«Kink»: les règles du jeu

Ce qui force l’admiration avec «Kink», c’est le caractère intime de la démarche, son impudeur. Ici, un spectateur-participant se prête au jeu avec Frédéric Sasseville-Painchaud.
Photo: Marie-Noële Pilon Ce qui force l’admiration avec «Kink», c’est le caractère intime de la démarche, son impudeur. Ici, un spectateur-participant se prête au jeu avec Frédéric Sasseville-Painchaud.

En matière de sexualité, le BDSM est certainement l’un des derniers grands tabous. Bondage, discipline, sadisme et masochisme, ces pratiques — non conventionnelles certes, mais tout de même vieilles comme le monde — continuent de choquer les bien-pensants qui n’hésitent pas à les rejeter en bloc. Avec Kink, Pascale St-Onge et Frédéric Sasseville-Painchaud abordent sans détour, mais loin de tout sensationnalisme, et même avec une infinie bienveillance, leurs fantasmes et ceux de la communauté à laquelle ils appartiennent.

Malgré la forte théâtralité du BDSM, le spectacle de 90 minutes s’apparente moins à une réflexion sur le théâtre qu’à une formation, un cours, d’abord théorique, puis pratique, pendant lequel les créateurs-médiateurs transmettent leur passion avec conviction, déconstruisant les préjugés, précisant les règles du jeu. De chaque côté du plateau, le public est pris à parti, interrogé, gentiment impliqué.

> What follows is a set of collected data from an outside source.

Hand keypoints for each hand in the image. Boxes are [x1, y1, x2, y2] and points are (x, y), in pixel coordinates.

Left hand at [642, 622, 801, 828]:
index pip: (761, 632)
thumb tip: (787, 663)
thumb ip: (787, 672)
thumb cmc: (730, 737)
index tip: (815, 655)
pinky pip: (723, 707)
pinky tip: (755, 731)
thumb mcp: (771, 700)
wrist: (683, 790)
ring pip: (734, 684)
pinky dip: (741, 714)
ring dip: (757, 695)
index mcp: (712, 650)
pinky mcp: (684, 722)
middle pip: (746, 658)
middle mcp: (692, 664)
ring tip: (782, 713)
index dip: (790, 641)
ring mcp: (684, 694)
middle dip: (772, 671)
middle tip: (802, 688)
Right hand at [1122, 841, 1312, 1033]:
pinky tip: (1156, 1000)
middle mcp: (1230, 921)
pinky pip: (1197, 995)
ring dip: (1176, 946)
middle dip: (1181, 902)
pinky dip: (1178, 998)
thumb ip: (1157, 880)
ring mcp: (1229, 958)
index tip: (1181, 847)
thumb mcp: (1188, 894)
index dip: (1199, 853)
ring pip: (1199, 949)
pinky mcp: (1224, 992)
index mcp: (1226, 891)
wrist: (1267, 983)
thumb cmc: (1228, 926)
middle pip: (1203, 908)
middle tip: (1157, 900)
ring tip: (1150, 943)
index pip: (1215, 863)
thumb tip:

Sans vouloir normaliser les pratiques, ou même les aseptiser, c’est-à-dire en reconnaissant qu’elles sont subversives et qu’il arrive qu’elles tournent au cauchemar, St-Onge et Sasseville-Painchaud semblent soucieux de les démystifier, notamment en traduisant le respect qui règne lors des soirées de jeu, dans ces donjons où il n’est pas interdit de rire.

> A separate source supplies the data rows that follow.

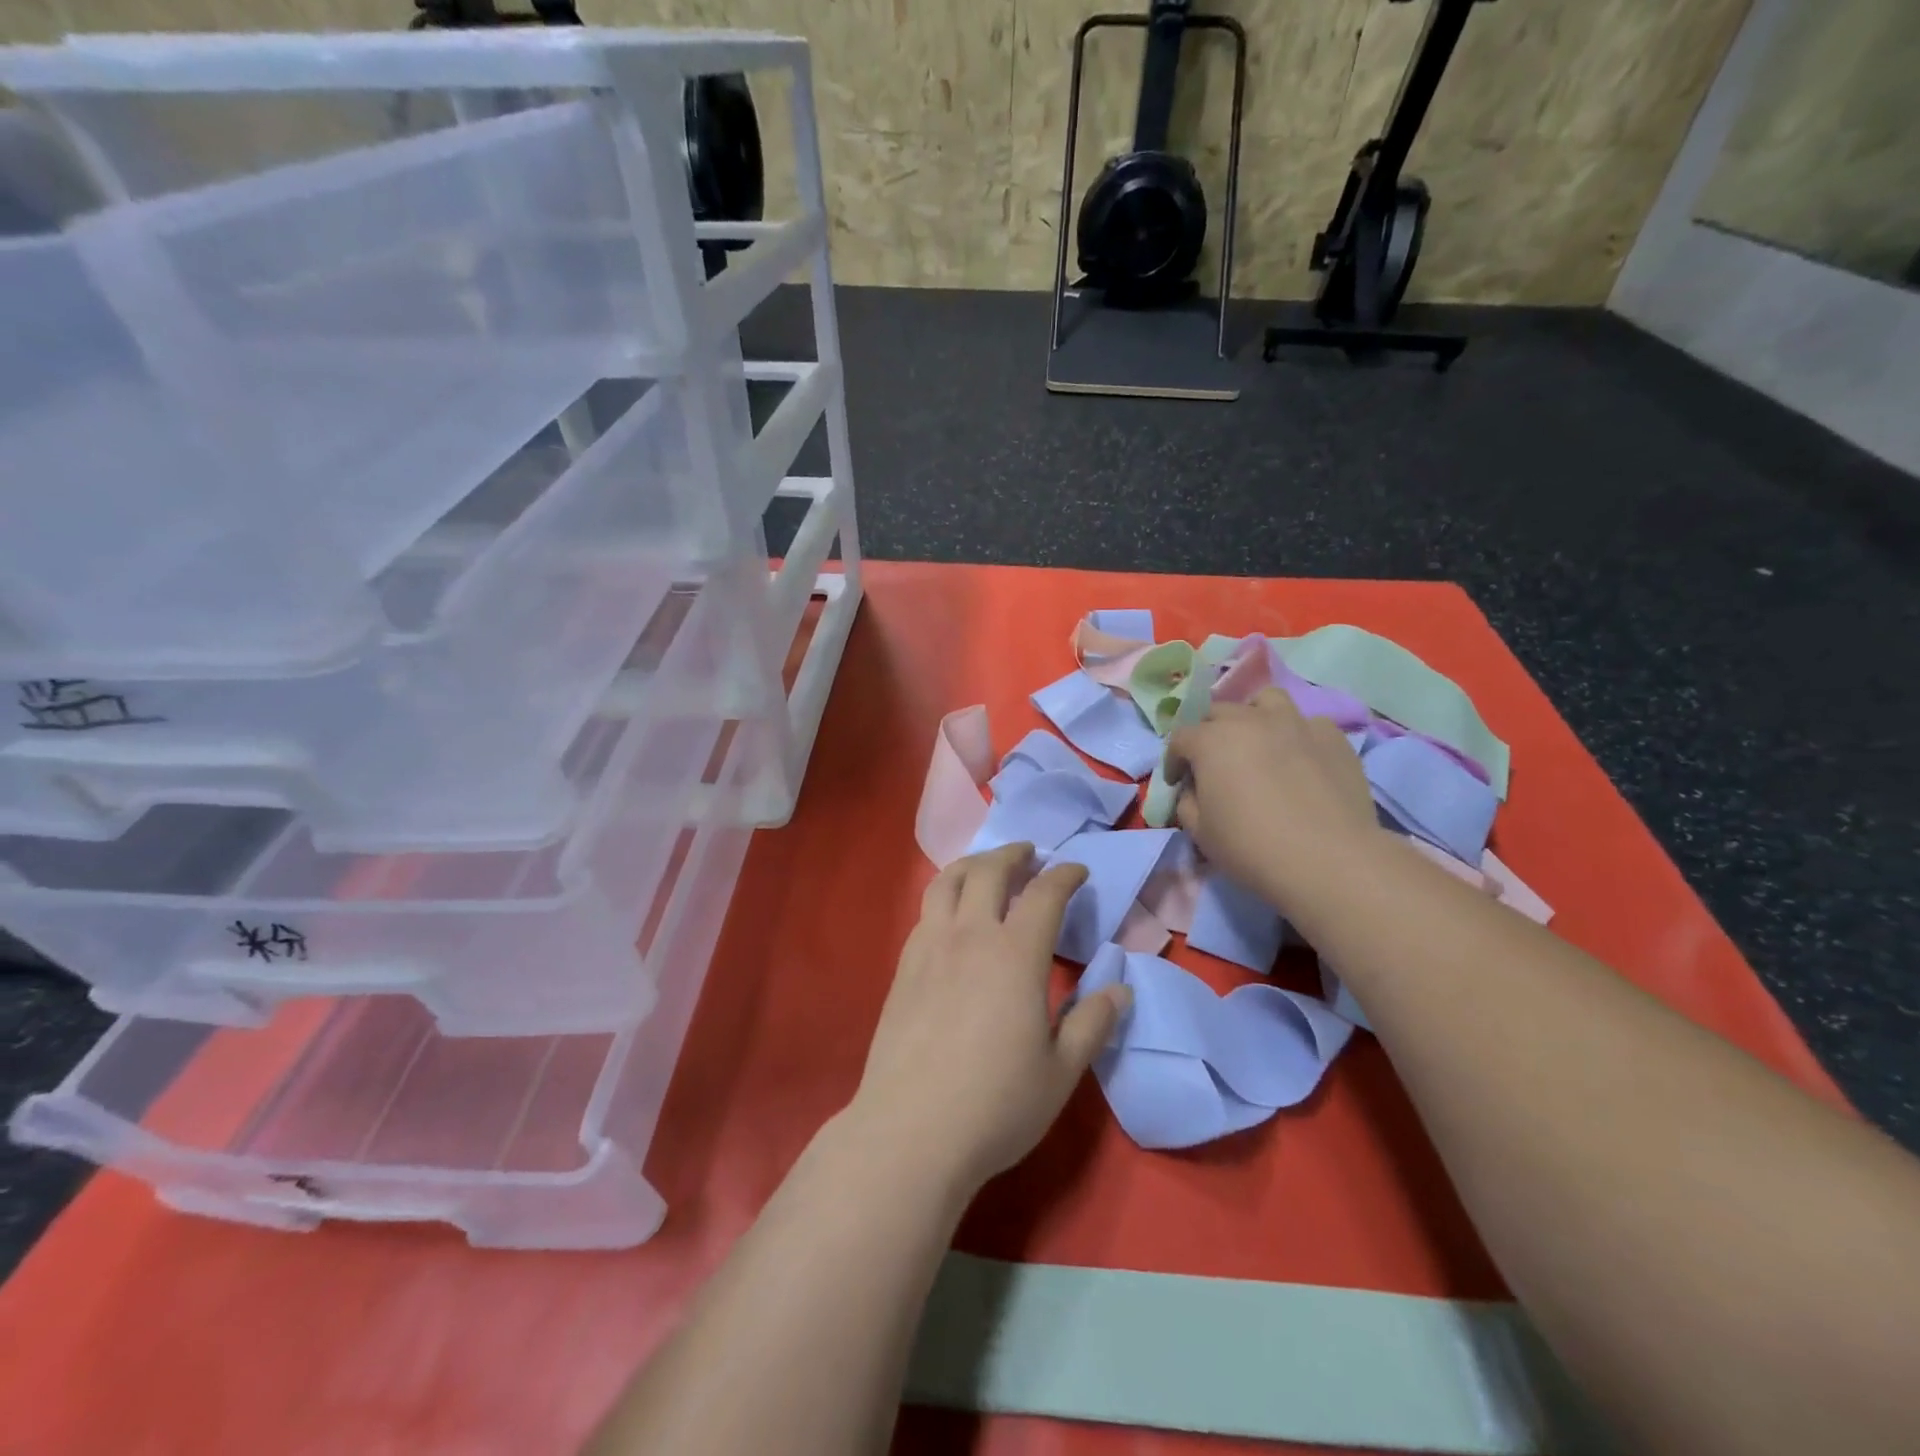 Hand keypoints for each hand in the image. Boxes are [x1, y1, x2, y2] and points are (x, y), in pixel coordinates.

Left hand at [847, 843, 1131, 1195]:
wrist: (911, 1131)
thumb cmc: (996, 1104)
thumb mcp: (1061, 1071)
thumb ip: (1092, 1024)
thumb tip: (1120, 989)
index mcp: (1015, 954)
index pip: (1044, 894)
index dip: (1065, 875)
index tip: (1078, 871)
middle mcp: (970, 936)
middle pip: (989, 871)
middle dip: (1014, 855)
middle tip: (1030, 855)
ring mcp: (929, 947)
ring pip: (947, 882)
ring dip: (973, 864)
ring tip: (986, 868)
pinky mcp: (903, 967)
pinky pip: (926, 911)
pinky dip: (945, 895)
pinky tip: (952, 916)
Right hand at [1164, 687, 1379, 909]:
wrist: (1328, 860)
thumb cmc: (1251, 847)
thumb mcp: (1199, 832)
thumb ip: (1187, 802)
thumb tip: (1194, 789)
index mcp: (1211, 741)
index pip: (1180, 738)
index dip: (1174, 760)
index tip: (1179, 782)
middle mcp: (1250, 720)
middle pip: (1219, 712)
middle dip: (1209, 734)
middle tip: (1215, 764)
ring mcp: (1295, 723)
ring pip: (1266, 701)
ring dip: (1254, 717)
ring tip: (1258, 743)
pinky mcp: (1332, 737)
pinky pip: (1308, 724)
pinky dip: (1297, 736)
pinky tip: (1300, 759) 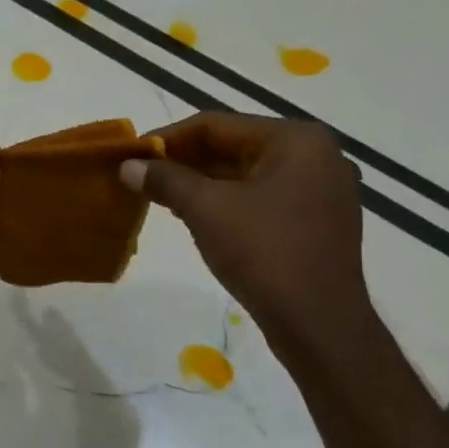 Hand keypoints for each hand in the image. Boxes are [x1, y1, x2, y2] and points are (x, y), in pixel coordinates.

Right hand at [120, 112, 371, 348]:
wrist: (318, 322)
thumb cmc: (264, 252)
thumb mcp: (205, 209)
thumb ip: (165, 180)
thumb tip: (127, 165)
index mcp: (296, 140)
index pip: (217, 125)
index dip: (167, 138)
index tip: (131, 154)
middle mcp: (316, 156)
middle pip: (234, 146)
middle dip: (184, 160)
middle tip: (141, 175)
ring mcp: (321, 190)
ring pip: (246, 173)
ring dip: (201, 181)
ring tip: (159, 195)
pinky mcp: (316, 221)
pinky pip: (262, 196)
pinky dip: (226, 201)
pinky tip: (194, 215)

Avant même le début du spectacle, on nous expose à une première pratique, la momification, alors qu’un homme gît dans le hall du théâtre, le corps immobilisé dans un cocon de latex. Déjà, le ton est donné. Entre les spectateurs, la conversation est lancée. Durant la représentation, qui implique bien entendu quelques accessoires, on en apprend sur une foule de sujets, du fétichisme à l’humiliation, du fisting à la chasteté, de la domination à la soumission, des instants contrastés que les musiques électroniques de Christophe Godon accompagnent à merveille. Les figures du Petit chaperon rouge et du Grand méchant loup ont beau être récurrentes, lorsque Pascale St-Onge explique l’importance cruciale du consentement — « Je ne fais pas l’apologie du viol et de l’abus, je ne reproduis pas des systèmes de domination machiste. C’est moi qui ai le dernier mot, toujours, et ce, particulièrement quand je me soumets à quelqu’un » —, on comprend que la réalité du BDSM a bien peu à voir avec Fifty Shades of Grey.

Ce qui force l’admiration, c’est le caractère intime de la démarche, son impudeur. D’abord parce que les confessions des créateurs à propos de leur entrée dans cet univers singulier sonnent on ne peut plus vrai, mais surtout parce que certains passages, deux scènes en particulier, expriment avec beaucoup d’acuité la vulnérabilité et la confiance essentielles à la discipline. Je pense au moment où une spectatrice accepte courageusement de faire couler de la cire chaude dans le dos de Sasseville-Painchaud, puis à celui, sublimement sensuel, même aux yeux du néophyte, où Sammy Bessette, spécialiste du kinbaku, ligote savamment St-Onge. Voilà en somme un spectacle qui a la grande qualité d’accroître notre compréhension de la vaste sexualité humaine.

Kink

Texte, performance et mise en scène : Pascale St-Onge et Frédéric Sasseville-Painchaud. À l’Espace libre jusqu’au 27 octobre.